Stivarga (regorafenib) is a multi-kinase inhibitor that blocks several enzymes that promote cancer growth. It is now the only FDA-approved third-line treatment for patients who find that the first-line treatment, Novartis Pharmaceutical’s drug, Gleevec, and the second-line treatment, Pfizer’s drug, Sutent, are no longer effective in battling GIST.
“This announcement by the FDA is great news for advanced GIST patients,” said Norman Scherzer, executive director of The Life Raft Group. “It means they now have a new option for treatment until our Research Team finds a cure.”
Stivarga was reviewed under the FDA’s priority review program, which provides an expedited six-month review for drugs that may provide safe and effective therapy when no satisfactory alternative therapy exists, or offer significant improvement compared to marketed products. The drug was also granted orphan product designation because it is intended to treat a rare disease.

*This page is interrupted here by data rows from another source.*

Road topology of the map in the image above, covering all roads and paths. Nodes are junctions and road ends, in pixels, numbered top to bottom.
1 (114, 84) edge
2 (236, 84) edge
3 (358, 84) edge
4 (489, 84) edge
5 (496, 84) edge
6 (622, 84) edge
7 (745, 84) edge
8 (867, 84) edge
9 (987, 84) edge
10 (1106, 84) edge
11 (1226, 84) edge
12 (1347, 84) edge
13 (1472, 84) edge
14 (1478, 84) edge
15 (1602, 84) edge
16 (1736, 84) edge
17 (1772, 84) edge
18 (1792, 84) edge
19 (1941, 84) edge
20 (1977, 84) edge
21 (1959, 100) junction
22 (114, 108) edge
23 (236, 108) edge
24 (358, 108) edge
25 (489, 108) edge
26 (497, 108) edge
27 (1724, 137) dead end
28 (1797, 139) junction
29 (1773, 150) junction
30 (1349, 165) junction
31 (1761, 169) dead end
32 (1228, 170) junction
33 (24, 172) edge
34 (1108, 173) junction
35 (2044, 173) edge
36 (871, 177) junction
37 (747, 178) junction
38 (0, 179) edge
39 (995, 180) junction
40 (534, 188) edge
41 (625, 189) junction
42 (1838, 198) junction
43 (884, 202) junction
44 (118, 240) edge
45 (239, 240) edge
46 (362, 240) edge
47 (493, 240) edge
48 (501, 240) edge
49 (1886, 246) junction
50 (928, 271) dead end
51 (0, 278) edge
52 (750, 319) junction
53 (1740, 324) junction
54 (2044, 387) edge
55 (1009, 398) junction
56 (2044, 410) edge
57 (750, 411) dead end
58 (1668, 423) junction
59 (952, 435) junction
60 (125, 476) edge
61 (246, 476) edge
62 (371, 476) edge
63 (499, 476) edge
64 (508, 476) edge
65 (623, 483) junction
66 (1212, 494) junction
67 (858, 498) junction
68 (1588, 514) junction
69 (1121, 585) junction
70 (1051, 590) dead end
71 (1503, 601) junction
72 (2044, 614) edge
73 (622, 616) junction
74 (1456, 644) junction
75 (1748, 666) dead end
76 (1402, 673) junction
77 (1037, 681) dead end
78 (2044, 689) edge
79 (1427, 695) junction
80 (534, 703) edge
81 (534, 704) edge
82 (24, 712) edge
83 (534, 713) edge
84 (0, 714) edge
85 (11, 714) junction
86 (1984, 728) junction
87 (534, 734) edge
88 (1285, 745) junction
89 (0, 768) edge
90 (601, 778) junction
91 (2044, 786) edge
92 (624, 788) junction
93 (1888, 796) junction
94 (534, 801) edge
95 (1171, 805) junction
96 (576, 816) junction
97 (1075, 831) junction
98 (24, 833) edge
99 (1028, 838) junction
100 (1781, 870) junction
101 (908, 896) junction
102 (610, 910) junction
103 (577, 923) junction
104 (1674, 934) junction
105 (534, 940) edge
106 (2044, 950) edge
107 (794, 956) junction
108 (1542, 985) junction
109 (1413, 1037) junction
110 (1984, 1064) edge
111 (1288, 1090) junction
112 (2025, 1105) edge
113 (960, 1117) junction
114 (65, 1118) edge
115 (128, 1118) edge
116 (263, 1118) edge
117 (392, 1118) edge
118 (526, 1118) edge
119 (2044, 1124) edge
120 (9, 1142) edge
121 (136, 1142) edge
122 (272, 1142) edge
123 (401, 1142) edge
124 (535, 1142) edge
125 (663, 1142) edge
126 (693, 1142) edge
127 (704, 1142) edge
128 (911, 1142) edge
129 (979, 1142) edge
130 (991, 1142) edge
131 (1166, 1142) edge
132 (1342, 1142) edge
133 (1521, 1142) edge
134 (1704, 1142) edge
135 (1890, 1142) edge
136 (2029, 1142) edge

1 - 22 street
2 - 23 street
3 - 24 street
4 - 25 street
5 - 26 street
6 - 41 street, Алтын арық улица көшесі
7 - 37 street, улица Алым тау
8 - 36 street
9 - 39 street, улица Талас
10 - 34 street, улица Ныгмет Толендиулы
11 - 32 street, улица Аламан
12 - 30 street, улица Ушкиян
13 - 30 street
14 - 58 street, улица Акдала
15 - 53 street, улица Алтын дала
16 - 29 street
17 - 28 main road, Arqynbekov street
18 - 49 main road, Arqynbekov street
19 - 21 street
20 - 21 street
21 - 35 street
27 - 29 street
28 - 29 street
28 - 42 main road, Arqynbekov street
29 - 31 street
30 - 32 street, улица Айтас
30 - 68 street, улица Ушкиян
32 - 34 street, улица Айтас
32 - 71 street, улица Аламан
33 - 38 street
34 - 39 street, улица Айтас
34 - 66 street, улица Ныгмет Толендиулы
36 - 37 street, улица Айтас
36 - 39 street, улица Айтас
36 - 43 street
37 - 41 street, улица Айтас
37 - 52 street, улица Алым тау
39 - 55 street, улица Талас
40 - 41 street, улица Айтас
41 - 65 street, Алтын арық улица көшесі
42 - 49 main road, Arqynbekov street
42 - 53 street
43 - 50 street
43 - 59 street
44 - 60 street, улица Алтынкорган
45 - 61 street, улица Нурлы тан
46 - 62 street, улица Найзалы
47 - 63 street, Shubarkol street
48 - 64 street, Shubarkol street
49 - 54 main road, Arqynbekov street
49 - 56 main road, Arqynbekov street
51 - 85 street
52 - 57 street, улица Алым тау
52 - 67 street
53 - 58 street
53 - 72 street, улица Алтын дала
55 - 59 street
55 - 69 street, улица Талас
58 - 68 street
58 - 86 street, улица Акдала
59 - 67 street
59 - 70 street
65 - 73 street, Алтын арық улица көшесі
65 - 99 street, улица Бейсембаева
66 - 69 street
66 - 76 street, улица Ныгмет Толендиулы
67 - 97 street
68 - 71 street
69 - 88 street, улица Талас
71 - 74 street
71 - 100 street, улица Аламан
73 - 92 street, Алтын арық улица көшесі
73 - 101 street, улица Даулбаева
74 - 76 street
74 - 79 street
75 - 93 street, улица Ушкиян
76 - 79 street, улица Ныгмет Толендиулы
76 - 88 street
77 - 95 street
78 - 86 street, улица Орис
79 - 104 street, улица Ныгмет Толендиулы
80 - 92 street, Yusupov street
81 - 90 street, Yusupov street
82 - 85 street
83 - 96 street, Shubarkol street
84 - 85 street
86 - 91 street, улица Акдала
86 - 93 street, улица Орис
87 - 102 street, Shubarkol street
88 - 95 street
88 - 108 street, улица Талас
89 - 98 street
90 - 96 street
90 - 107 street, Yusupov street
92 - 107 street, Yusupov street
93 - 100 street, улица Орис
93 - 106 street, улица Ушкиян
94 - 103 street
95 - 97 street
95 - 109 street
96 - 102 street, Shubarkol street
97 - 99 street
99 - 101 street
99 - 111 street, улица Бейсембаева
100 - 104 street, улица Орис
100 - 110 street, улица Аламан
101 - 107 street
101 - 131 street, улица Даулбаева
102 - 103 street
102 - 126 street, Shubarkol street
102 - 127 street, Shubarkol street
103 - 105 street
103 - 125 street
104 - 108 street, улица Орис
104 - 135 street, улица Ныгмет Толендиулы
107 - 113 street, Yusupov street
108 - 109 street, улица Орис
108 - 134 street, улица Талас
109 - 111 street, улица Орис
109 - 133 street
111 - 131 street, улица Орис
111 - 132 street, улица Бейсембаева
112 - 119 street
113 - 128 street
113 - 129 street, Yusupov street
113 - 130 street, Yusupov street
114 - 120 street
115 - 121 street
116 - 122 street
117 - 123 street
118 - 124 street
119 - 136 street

Approval of Stivarga was based on the results of a large multinational trial that recruited GIST patients very quickly, requiring only eight months to enroll nearly 200 GIST patients. Importantly, benefit was seen in multiple subtypes of GIST. The primary endpoint of the trial was progression-free survival (PFS). The median PFS of patients on Stivarga was 4.8 months compared to 0.9 months for patients on placebo. This PFS time compares favorable with the PFS time of Sutent given as second-line therapy. Because patients that progressed on placebo were allowed to cross over to receive Stivarga, there was no significant difference in survival between those that started on Stivarga and those that started on placebo.
Among the possible side effects noted in the trial were liver problems, hypertension, hand-foot syndrome, fatigue and diarrhea.
Dr. Michael Heinrich of Oregon Health & Science University, a GIST specialist and member of The Life Raft Group’s Research Team, said: “I am excited that Stivarga (regorafenib) has now been approved by the FDA. I have personally seen very good results using the drug to treat patients whose tumors are resistant to Gleevec (imatinib) and Sutent (sunitinib). Besides providing hope and an effective new treatment, the approval of Stivarga will also help encourage other drug companies to continue to develop new drugs to treat GIST.”
Richard Pazdur, M.D., director of the Office of Hematology and Oncology Products in the FDA’s Center for Drug Evaluation and Research, said Stivarga “provides an important new treatment option for patients with GIST in which other approved drugs are no longer effective.”
Last September, the FDA approved Stivarga to treat patients with colorectal cancer that has progressed after treatment and spread to other parts of the body.
Gleevec received accelerated approval as a first-line treatment in 2002, while Sutent won FDA approval as a second-line treatment in 2006. About 5,000 new cases of GIST are diagnosed each year in the U.S.